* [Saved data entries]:
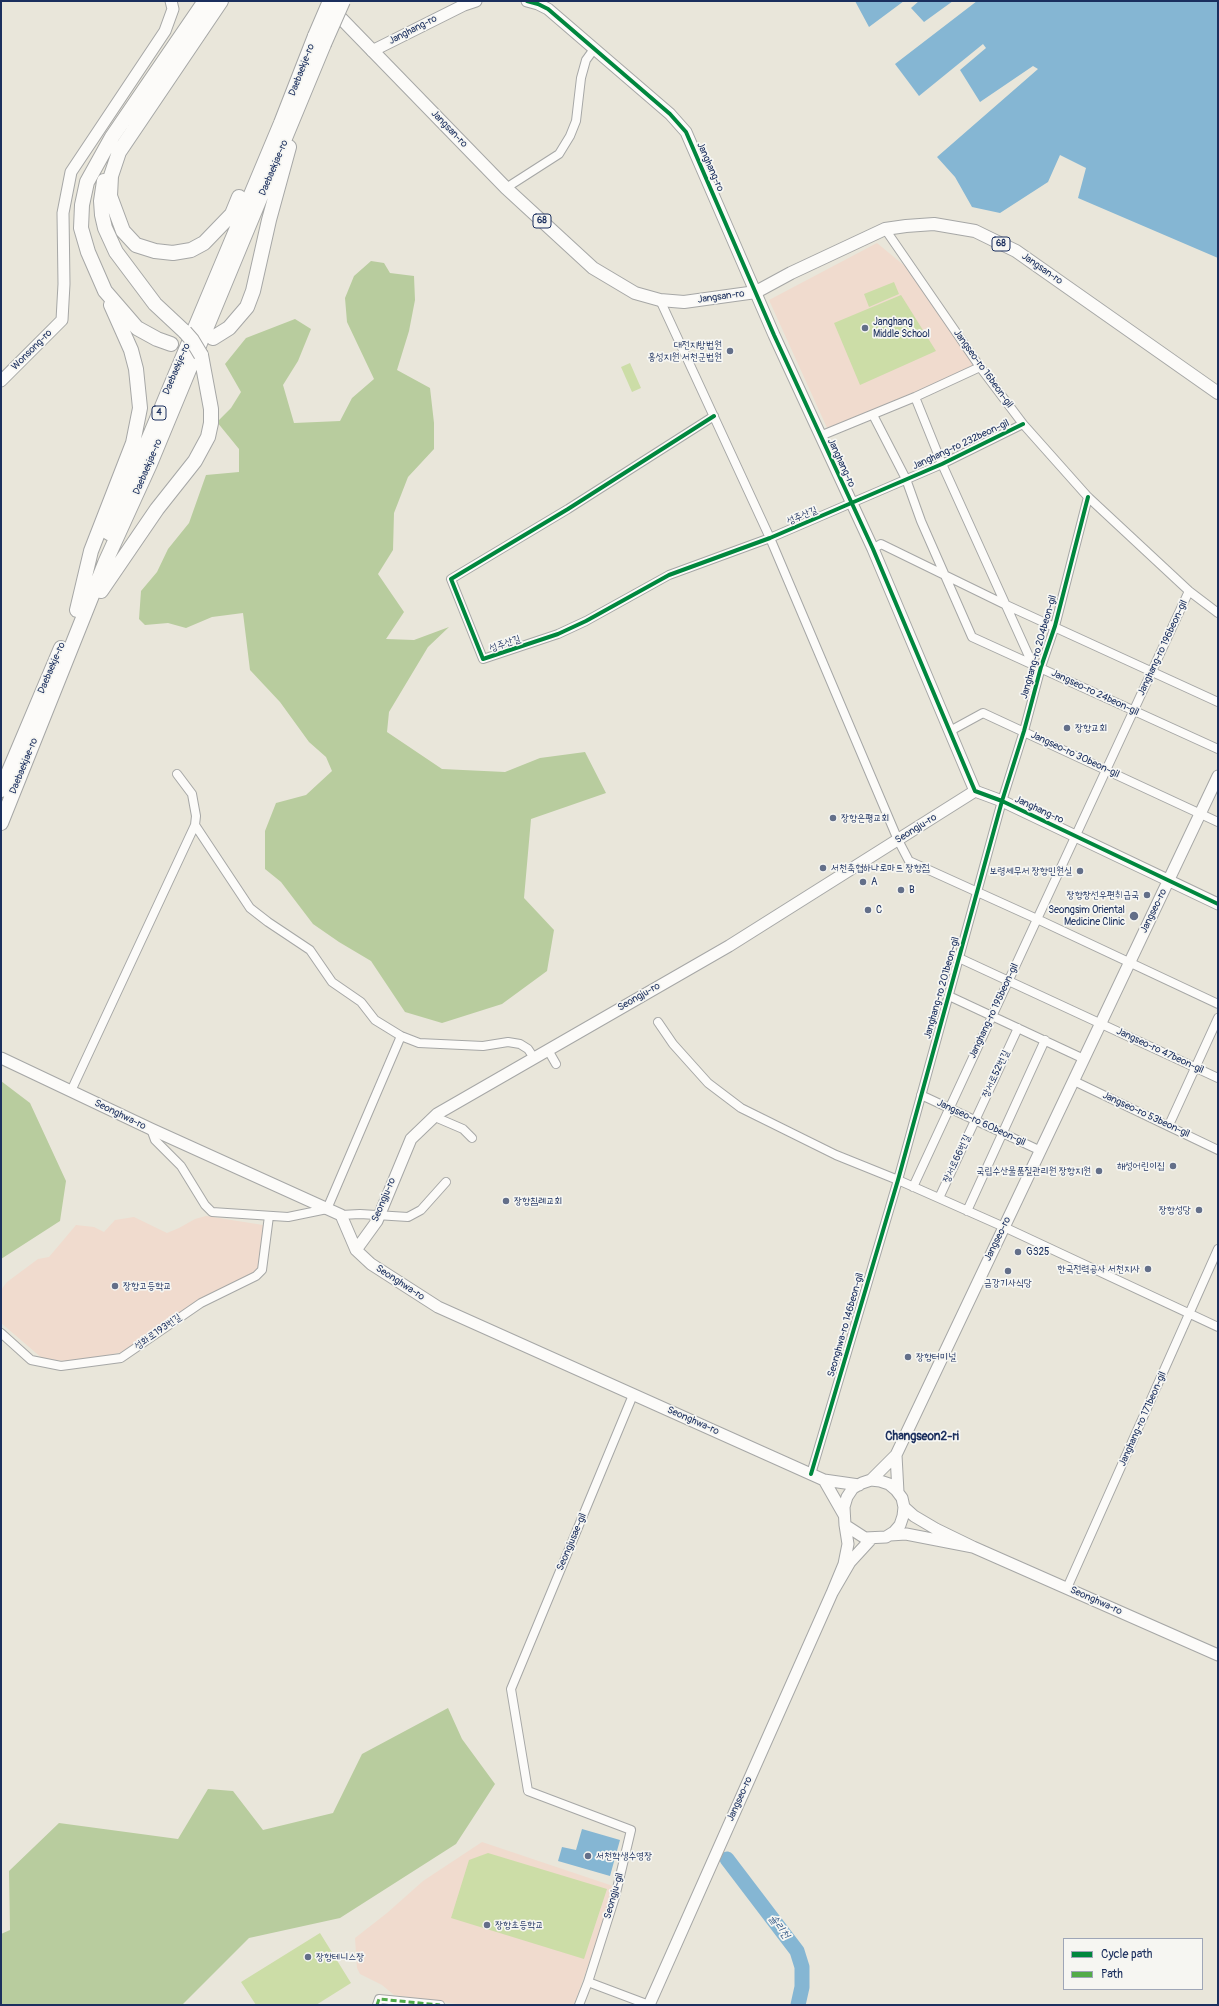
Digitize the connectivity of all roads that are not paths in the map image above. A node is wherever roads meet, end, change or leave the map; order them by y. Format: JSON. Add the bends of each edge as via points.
{"nodes":[{"id":1,"x":171,"y":1,"type":"edge"},
{"id":2,"x":205,"y":1,"type":"edge"},
{"id":3,"x":222,"y":1,"type":"edge"},
{"id":4,"x":323,"y":1,"type":"edge"},
{"id":5,"x":330,"y":1,"type":"edge"},
{"id":6,"x":343,"y":1,"type":"edge"},
{"id":7,"x":476,"y":1,"type":"edge"},
{"id":8,"x":527,"y":1,"type":"edge"},
{"id":9,"x":319,"y":40,"type":"junction"},
{"id":10,"x":594,"y":49,"type":"junction"},
{"id":11,"x":372,"y":51,"type":"junction"},
{"id":12,"x":288,"y":121,"type":"junction"},
{"id":13,"x":118,"y":152,"type":"junction"},
{"id":14,"x":506,"y":188,"type":"junction"},
{"id":15,"x":885,"y":229,"type":"junction"},
{"id":16,"x":105,"y":291,"type":"junction"},
{"id":17,"x":756,"y":292,"type":"junction"},
{"id":18,"x":660,"y":300,"type":"junction"},
{"id":19,"x":213,"y":338,"type":"dead end"},
{"id":20,"x":172,"y":344,"type":"dead end"},
{"id":21,"x":980,"y":367,"type":"junction"},
{"id":22,"x":1,"y":381,"type":"edge"},
{"id":23,"x":1218,"y":394,"type":"edge"},
{"id":24,"x":916,"y":397,"type":"junction"},
{"id":25,"x":873,"y":415,"type":"junction"},
{"id":26,"x":714,"y":416,"type":"junction"},
{"id":27,"x":1023,"y":424,"type":"junction"},
{"id":28,"x":820,"y":436,"type":"junction"},
{"id":29,"x":942,"y":464,"type":"junction"},
{"id":30,"x":906,"y":479,"type":"junction"},
{"id":31,"x":1088,"y":496,"type":"junction"},
{"id":32,"x":851,"y":504,"type":"junction"},
{"id":33,"x":770,"y":538,"type":"junction"},
{"id":34,"x":873,"y":549,"type":"junction"},
{"id":35,"x":947,"y":576,"type":"junction"},
{"id":36,"x":1189,"y":591,"type":"junction"},
{"id":37,"x":1004,"y":604,"type":"junction"},
{"id":38,"x":81,"y":612,"type":"junction"},
{"id":39,"x":1218,"y":613,"type":"edge"},
{"id":40,"x":1054,"y":626,"type":"junction"},
{"id":41,"x":972,"y":637,"type":"joint"},
{"id":42,"x":1032,"y":663,"type":"junction"},
{"id":43,"x":1040,"y":667,"type":"junction"},
{"id":44,"x":1152,"y":672,"type":"junction"},
{"id":45,"x":1218,"y":702,"type":"edge"},
{"id":46,"x":1133,"y":712,"type":"junction"},
{"id":47,"x":950,"y":731,"type":"junction"},
{"id":48,"x":1024,"y":731,"type":"junction"},
{"id":49,"x":1218,"y":749,"type":"edge"},
{"id":50,"x":1107,"y":769,"type":"junction"},
{"id":51,"x":177,"y":774,"type":"dead end"},
{"id":52,"x":1218,"y":776,"type":"edge"},
{"id":53,"x":1,"y":790,"type":"edge"},
{"id":54,"x":975,"y":791,"type":"junction"},
{"id":55,"x":1002,"y":801,"type":"junction"},
{"id":56,"x":1201,"y":813,"type":"junction"},
{"id":57,"x":1218,"y":822,"type":"edge"},
{"id":58,"x":1,"y":823,"type":"edge"},
{"id":59,"x":195,"y":825,"type":"junction"},
{"id":60,"x":1076,"y":836,"type":"junction"},
{"id":61,"x":898,"y":840,"type":"junction"},
{"id":62,"x":1169,"y":881,"type":"junction"},
{"id":63,"x":978,"y":892,"type":"junction"},
{"id":64,"x":1218,"y":904,"type":"edge"},
{"id":65,"x":1037,"y":919,"type":"junction"},
{"id":66,"x":959,"y":958,"type":"junction"},
{"id":67,"x":1129,"y":964,"type":"junction"},
{"id":68,"x":1008,"y":980,"type":"junction"},
{"id":69,"x":949,"y":996,"type":"junction"},
{"id":70,"x":1218,"y":1004,"type":"edge"},
{"id":71,"x":992,"y":1016,"type":"junction"},
{"id":72,"x":1218,"y":1018,"type":"edge"},
{"id":73,"x":658,"y":1022,"type":"dead end"},
{"id":74,"x":1102,"y":1023,"type":"junction"},
{"id":75,"x":1018,"y":1028,"type":"junction"},
{"id":76,"x":401,"y":1036,"type":"junction"},
{"id":77,"x":1045,"y":1040,"type":"junction"},
{"id":78,"x":548,"y":1050,"type":"junction"},
{"id":79,"x":1,"y":1058,"type":"edge"},
{"id":80,"x":534,"y":1058,"type":"junction"},
{"id":81,"x":1084,"y":1059,"type":"junction"},
{"id":82,"x":556,"y":1064,"type":"dead end"},
{"id":83,"x":1195,"y":1067,"type":"junction"},
{"id":84,"x":1218,"y":1078,"type":"edge"},
{"id":85,"x":1074,"y":1081,"type":"junction"},
{"id":86,"x":71,"y":1091,"type":"junction"},
{"id":87,"x":921,"y":1095,"type":"junction"},
{"id":88,"x":950,"y":1108,"type":"junction"},
{"id":89,"x":435,"y":1117,"type":"junction"},
{"id":90,"x":975,"y":1120,"type":"junction"},
{"id":91,"x":1168,"y":1125,"type":"junction"},
{"id":92,"x":151,"y":1129,"type":"junction"},
{"id":93,"x":1003,"y":1133,"type":"junction"},
{"id":94,"x":472,"y":1138,"type":"dead end"},
{"id":95,"x":1218,"y":1150,"type":"edge"},
{"id":96,"x":1041,"y":1151,"type":"junction"},
{"id":97,"x":898,"y":1180,"type":"junction"},
{"id":98,"x":446,"y":1182,"type":"dead end"},
{"id":99,"x":913,"y":1187,"type":"junction"},
{"id":100,"x":939,"y":1198,"type":"junction"},
{"id":101,"x":327,"y":1209,"type":"junction"},
{"id":102,"x":967,"y":1211,"type":"junction"},
{"id":103,"x":341,"y":1215,"type":"junction"},
{"id":104,"x":379,"y":1215,"type":"junction"},
{"id":105,"x":269,"y":1216,"type":"junction"},
{"id":106,"x":1004,"y":1227,"type":"junction"},
{"id":107,"x":1218,"y":1249,"type":"edge"},
{"id":108,"x":356,"y":1250,"type":"junction"},
{"id":109,"x":1190,"y":1314,"type":"junction"},
{"id":110,"x":1218,"y":1327,"type":"edge"},
{"id":111,"x":1,"y":1333,"type":"edge"},
{"id":112,"x":633,"y":1395,"type":"junction"},
{"id":113,"x":896,"y":1455,"type":"junction"},
{"id":114,"x":811,"y":1474,"type":"junction"},
{"id":115,"x":824,"y":1480,"type":"junction"},
{"id":116,"x":871,"y":1480,"type":"junction"},
{"id":117,"x":859,"y":1485,"type":"junction"},
{"id":118,"x":898,"y":1492,"type":"junction"},
{"id":119,"x":904,"y":1507,"type":"junction"},
{"id":120,"x":845,"y":1521,"type":"junction"},
{"id":121,"x":890,"y":1534,"type":"junction"},
{"id":122,"x":872,"y":1538,"type":"junction"},
{"id":123,"x":973,"y":1547,"type":"junction"},
{"id":124,"x":1067,"y":1588,"type":"junction"},
{"id":125,"x":832,"y":1592,"type":"junction"},
{"id":126,"x":1218,"y":1655,"type":"edge"},
{"id":127,"x":528,"y":1791,"type":"joint"},
{"id":128,"x":588,"y":1982,"type":"junction"},
{"id":129,"x":377,"y":2005,"type":"edge"},
{"id":130,"x":440,"y":2005,"type":"edge"},
{"id":131,"x":579,"y":2005,"type":"edge"},
{"id":132,"x":649,"y":2005,"type":"edge"}],
"edges":[{"from":1,"to":22,"type":"street","name":"Wonsong-ro","via":[[173,9],[165,31],[71,172],[63,213],[62,320]]},
{"from":2,"to":16,"type":"highway","via":[[112,137],[87,182],[81,228],[88,252]]},
{"from":3,"to":13,"type":"highway"},
{"from":4,"to":11,"type":"main road","name":"Jangsan-ro","number":"68"},
{"from":5,"to":9,"type":"highway","bridge":true},
{"from":6,"to":9,"type":"highway","bridge":true},
{"from":7,"to":11,"type":"street","name":"Janghang-ro"},
{"from":8,"to":10,"type":"street","name":"Janghang-ro","via":[[548,9]]},
{"from":9,"to":12,"type":"highway","name":"Daebaekjae-ro"},
{"from":10,"to":14,"type":"street","via":[[586,60],[581,78],[576,121],[559,154]]},
{"from":10,"to":17,"type":"street","name":"Janghang-ro","via":[[670,114],[686,132]]},
{"from":11,"to":14,"type":"main road","name":"Jangsan-ro","number":"68"},
{"from":12,"to":13,"type":"highway","via":[[261,148],[232,214],[204,243],[191,250],[173,253],[155,251],[136,245],[123,230],[110,196],[111,176]]},
{"from":12,"to":19,"type":"highway","via":[[288,158],[266,231],[253,291],[247,307],[239,317],[229,328]]},
{"from":12,"to":38,"type":"highway","name":"Daebaekjae-ro","via":[[150,464]]},
{"from":13,"to":38,"type":"highway","bridge":true,"via":[[105,171],[101,201],[105,228],[116,252],[142,288],[185,332],[201,354],[209,394],[211,424],[203,450]]},
{"from":14,"to":18,"type":"main road","name":"Jangsan-ro","number":"68","via":[[593,268],[635,293]]},
{"from":15,"to":17,"type":"main road","name":"Jangsan-ro","number":"68"},
{"from":15,"to":21,"type":"street","name":"Jangseo-ro 16beon-gil"},
{"from":15,"to":23,"type":"main road","name":"Jangsan-ro","number":"68","via":[[934,224],[982,234],[1016,251]]},
{"from":16,"to":20,"type":"highway","via":[[137,328]]},
{"from":16,"to":38,"type":"highway","via":[[131,350],[136,369],[140,408],[133,443],[91,550]]},
{"from":17,"to":18,"type":"main road","name":"Jangsan-ro","number":"68","via":[[690,302]]},
{"from":17,"to":28,"type":"street","name":"Janghang-ro"},
{"from":18,"to":26,"type":"street"},
{"from":21,"to":24,"type":"street"},
{"from":21,"to":27,"type":"street","name":"Jangseo-ro 16beon-gil"},
{"from":24,"to":25,"type":"street"},
{"from":24,"to":29,"type":"street","name":"Janghang-ro 232beon-gil"},
{"from":25,"to":28,"type":"street"},
{"from":25,"to":30,"type":"street","name":"Janghang-ro 232beon-gil"},
{"from":26,"to":33,"type":"street"},
{"from":26,"to":33,"type":"street","name":"성주산길","via":[[568,509],[451,579],[483,659],[558,634],[669,575]]},
{"from":27,"to":29,"type":"street","name":"Janghang-ro 232beon-gil"},
{"from":27,"to":31,"type":"street","name":"Jangseo-ro 16beon-gil"},
{"from":28,"to":32,"type":"street","name":"Janghang-ro"},
{"from":29,"to":30,"type":"street","name":"Janghang-ro 232beon-gil"},
{"from":29,"to":37,"type":"street","name":"Janghang-ro 232beon-gil"},
{"from":30,"to":32,"type":"street","name":"Janghang-ro 232beon-gil"},
{"from":30,"to":35,"type":"street","name":"Janghang-ro 232beon-gil","via":[[921,521]]},
{"from":31,"to":36,"type":"street","name":"Jangseo-ro 16beon-gil"},
{"from":31,"to":40,"type":"street","name":"Janghang-ro 204beon-gil"},
{"from":32,"to":33,"type":"street","name":"성주산길"},
{"from":32,"to":34,"type":"street","name":"Janghang-ro"},
{"from":33,"to":61,"type":"street"},
{"from":34,"to":35,"type":"street","via":[[881,544]]},
{"from":34,"to":47,"type":"street","name":"Janghang-ro"},
{"from":35,"to":37,"type":"street"},
{"from":35,"to":41,"type":"street","name":"Janghang-ro 232beon-gil"},
{"from":36,"to":39,"type":"street","name":"Jangseo-ro 16beon-gil"},
{"from":36,"to":44,"type":"street","name":"Janghang-ro 196beon-gil"},
{"from":37,"to":40,"type":"street"},
{"from":37,"to":42,"type":"street","name":"Janghang-ro 232beon-gil"},
{"from":38,"to":53,"type":"highway","name":"Daebaekje-ro"},
{"from":38,"to":58,"type":"highway","name":"Daebaekjae-ro"},
{"from":40,"to":43,"type":"street","name":"Janghang-ro 204beon-gil"},
{"from":40,"to":44,"type":"street"},
{"from":41,"to":42,"type":"street","name":"Jangseo-ro 24beon-gil"},
{"from":42,"to":43,"type":"street","name":"Jangseo-ro 24beon-gil"},
{"from":43,"to":46,"type":"street","name":"Jangseo-ro 24beon-gil"},
{"from":43,"to":48,"type":"street","name":"Janghang-ro 204beon-gil"},
{"from":44,"to":45,"type":"street"},
{"from":44,"to":46,"type":"street","name":"Janghang-ro 196beon-gil"},
{"from":46,"to":49,"type":"street","name":"Jangseo-ro 24beon-gil"},
{"from":46,"to":50,"type":"street","name":"Janghang-ro 196beon-gil"},
{"from":47,"to":48,"type":"street","name":"Jangseo-ro 30beon-gil","via":[[983,713]]},
{"from":47,"to":54,"type":"street","name":"Janghang-ro"},
{"from":48,"to":50,"type":"street","name":"Jangseo-ro 30beon-gil"},
{"from":48,"to":55,"type":"street","name":"Janghang-ro 204beon-gil"},
{"from":50,"to":56,"type":"street","name":"Jangseo-ro 30beon-gil"},
{"from":50,"to":60,"type":"street","name":"Janghang-ro 196beon-gil"},
{"from":51,"to":59,"type":"street","via":[[192,794]]},
{"from":52,"to":56,"type":"street","name":"Jangseo-ro"},
{"from":54,"to":55,"type":"street","name":"Janghang-ro"},
{"from":54,"to":61,"type":"street","name":"Seongju-ro"},
{"from":55,"to":60,"type":"street","name":"Janghang-ro"},
{"from":55,"to":63,"type":"street","name":"Janghang-ro 201beon-gil"},
{"from":56,"to":57,"type":"street","name":"Jangseo-ro 30beon-gil"},
{"from":56,"to":62,"type":"street","name":"Jangseo-ro"},
{"from":59,"to":76,"type":"street","via":[[250,908],[310,950],[332,982],[361,1002],[375,1020]]},
{"from":59,"to":86,"type":"street"},
{"from":60,"to":62,"type":"street","name":"Janghang-ro"},
{"from":60,"to":65,"type":"street","name":"Janghang-ro 195beon-gil"},
{"from":61,"to":63,"type":"street","via":[[909,861]]},
{"from":61,"to":78,"type":"street","name":"Seongju-ro","via":[[729,946]]},
{"from":62,"to":64,"type":"street","name":"Janghang-ro"},
{"from":62,"to":67,"type":"street","name":"Jangseo-ro"},
{"from":63,"to":65,"type":"street"},
{"from":63,"to":66,"type":"street","name":"Janghang-ro 201beon-gil"},
{"from":65,"to":67,"type":"street"},
{"from":65,"to":68,"type":"street","name":"Janghang-ro 195beon-gil"},
{"from":66,"to":68,"type":"street"},
{"from":66,"to":69,"type":"street","name":"Janghang-ro 201beon-gil"},
{"from":67,"to":70,"type":"street"},
{"from":67,"to":74,"type":"street","name":"Jangseo-ro"},
{"from":68,"to":71,"type":"street","name":"Janghang-ro 195beon-gil"},
{"from":68,"to":74,"type":"street"},
{"from":69,"to":71,"type":"street"},
{"from":69,"to":87,"type":"street","name":"Janghang-ro 201beon-gil"},
{"from":71,"to":75,"type":"street"},
{"from":71,"to":88,"type":"street","name":"Janghang-ro 195beon-gil"},
{"from":72,"to":83,"type":"street"},
{"from":73,"to":97,"type":"street","via":[[673,1044],[708,1083],[741,1108],[836,1155]]},
{"from":74,"to":81,"type":"street","name":"Jangseo-ro"},
{"from":74,"to":83,"type":"street","name":"Jangseo-ro 47beon-gil"},
{"from":75,"to":77,"type":"street"},
{"from":75,"to":90,"type":"street","name":"장서로52번길"},
{"from":76,"to":80,"type":"street","via":[[419,1043],[483,1046],[508,1042],[520,1044],[528,1049]]},
{"from":76,"to":101,"type":"street"},
{"from":77,"to":81,"type":"street"},
{"from":77,"to":93,"type":"street"},
{"from":78,"to":80,"type":"street","name":"Seongju-ro"},
{"from":78,"to":82,"type":"street"},
{"from":79,"to":86,"type":"street","name":"Seonghwa-ro"},
{"from":80,"to":89,"type":"street","name":"Seongju-ro"},
{"from":81,"to":85,"type":"street","name":"Jangseo-ro"},
{"from":83,"to":84,"type":"street","name":"Jangseo-ro 47beon-gil"},
{"from":83,"to":91,"type":"street"},
{"from":85,"to":91,"type":"street","name":"Jangseo-ro 53beon-gil"},
{"from":85,"to":96,"type":"street","name":"Jangseo-ro"},
{"from":86,"to":92,"type":"street","name":"Seonghwa-ro"},
{"from":87,"to":88,"type":"street","name":"Jangseo-ro 60beon-gil"},
{"from":87,"to":97,"type":"street","name":"Janghang-ro 201beon-gil"},
{"from":88,"to":90,"type":"street","name":"Jangseo-ro 60beon-gil"},
{"from":88,"to":99,"type":"street","name":"Janghang-ro 195beon-gil"},
{"from":89,"to":94,"type":"street","via":[[463,1129]]},
{"from":89,"to":104,"type":"street","name":"Seongju-ro","via":[[411,1140]]},
{"from":90,"to":93,"type":"street","name":"Jangseo-ro 60beon-gil"},
{"from":90,"to":100,"type":"street","name":"장서로66번길"},
{"from":91,"to":95,"type":"street","name":"Jangseo-ro 53beon-gil"},
{"from":92,"to":101,"type":"street","name":"Seonghwa-ro"},
{"from":92,"to":105,"type":"street","via":[[155,1140],[181,1166],[212,1212]]},
{"from":93,"to":96,"type":"street","name":"Jangseo-ro 60beon-gil"},
{"from":93,"to":102,"type":"street"},
{"from":96,"to":106,"type":"street","name":"Jangseo-ro"},
{"from":97,"to":99,"type":"street"},
{"from":97,"to":114,"type":"street","name":"Seonghwa-ro 146beon-gil"},
{"from":98,"to":104,"type":"street","via":[[422,1210],[408,1217]]},
{"from":99,"to":100,"type":"street"},
{"from":100,"to":102,"type":"street"},
{"from":101,"to":103,"type":"street","name":"Seonghwa-ro"},
{"from":101,"to":105,"type":"street","via":[[288,1217]]},
{"from":102,"to":106,"type":"street"},
{"from":103,"to":104,"type":"street"},
{"from":103,"to":108,"type":"street","name":"Seonghwa-ro"},
{"from":104,"to":108,"type":"street","name":"Seongju-ro"},
{"from":105,"to":111,"type":"street","name":"성화로193번길","via":[[262,1270],[256,1276],[200,1303],[121,1358],[61,1366],[31,1360]]},
{"from":106,"to":109,"type":"street"},
{"from":106,"to":113,"type":"street","name":"Jangseo-ro"},
{"from":107,"to":109,"type":"street","name":"Janghang-ro 171beon-gil"},
{"from":108,"to":112,"type":"street","name":"Seonghwa-ro","via":[[371,1264],[438,1307]]},
{"from":109,"to":110,"type":"street"},
{"from":109,"to":124,"type":"street","name":"Janghang-ro 171beon-gil"},
{"from":112,"to":114,"type":"street","name":"Seonghwa-ro"},
{"from":112,"to":127,"type":"street","name":"Seongjusae-gil","via":[[511,1689]]},
{"from":113,"to":116,"type":"street"},
{"from":113,"to":118,"type":"street"},
{"from":114,"to":115,"type":"street","name":"Seonghwa-ro"},
{"from":115,"to":117,"type":"street","name":"Seonghwa-ro"},
{"from":115,"to":120,"type":"street"},
{"from":116,"to":117,"type":"street"},
{"from":116,"to":118,"type":"street","via":[[889,1484]]},
{"from":117,"to":120,"type":"street","via":[[853,1488],[847,1497],[844,1507]]},
{"from":118,"to":119,"type":"street"},
{"from":119,"to":121,"type":"street","via":[[900,1525]]},
{"from":119,"to":123,"type":"street","via":[[936,1529]]},
{"from":120,"to":122,"type":"street","via":[[861,1536]]},
{"from":120,"to":125,"type":"street","via":[[848,1544],[844,1564]]},
{"from":121,"to":122,"type":"street","via":[[886,1537]]},
{"from":121,"to":123,"type":"street","via":[[906,1534]]},
{"from":122,"to":125,"type":"street","via":[[850,1562]]},
{"from":123,"to":124,"type":"street","name":"Seonghwa-ro"},
{"from":124,"to":126,"type":"street","name":"Seonghwa-ro"},
{"from":125,"to":132,"type":"street","name":"Jangseo-ro"},
{"from":127,"to":128,"type":"street","name":"Seongju-gil","via":[[631,1830],[615,1897]]},
{"from":128,"to":131,"type":"street"},
{"from":128,"to":132,"type":"street"},
{"from":129,"to":130,"type":"street","via":[[379,1999]]}]}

* [Task goal]: Within the records above, how many lines include the word "joint"? Only the number is wanted.

* [Output for this task]: 2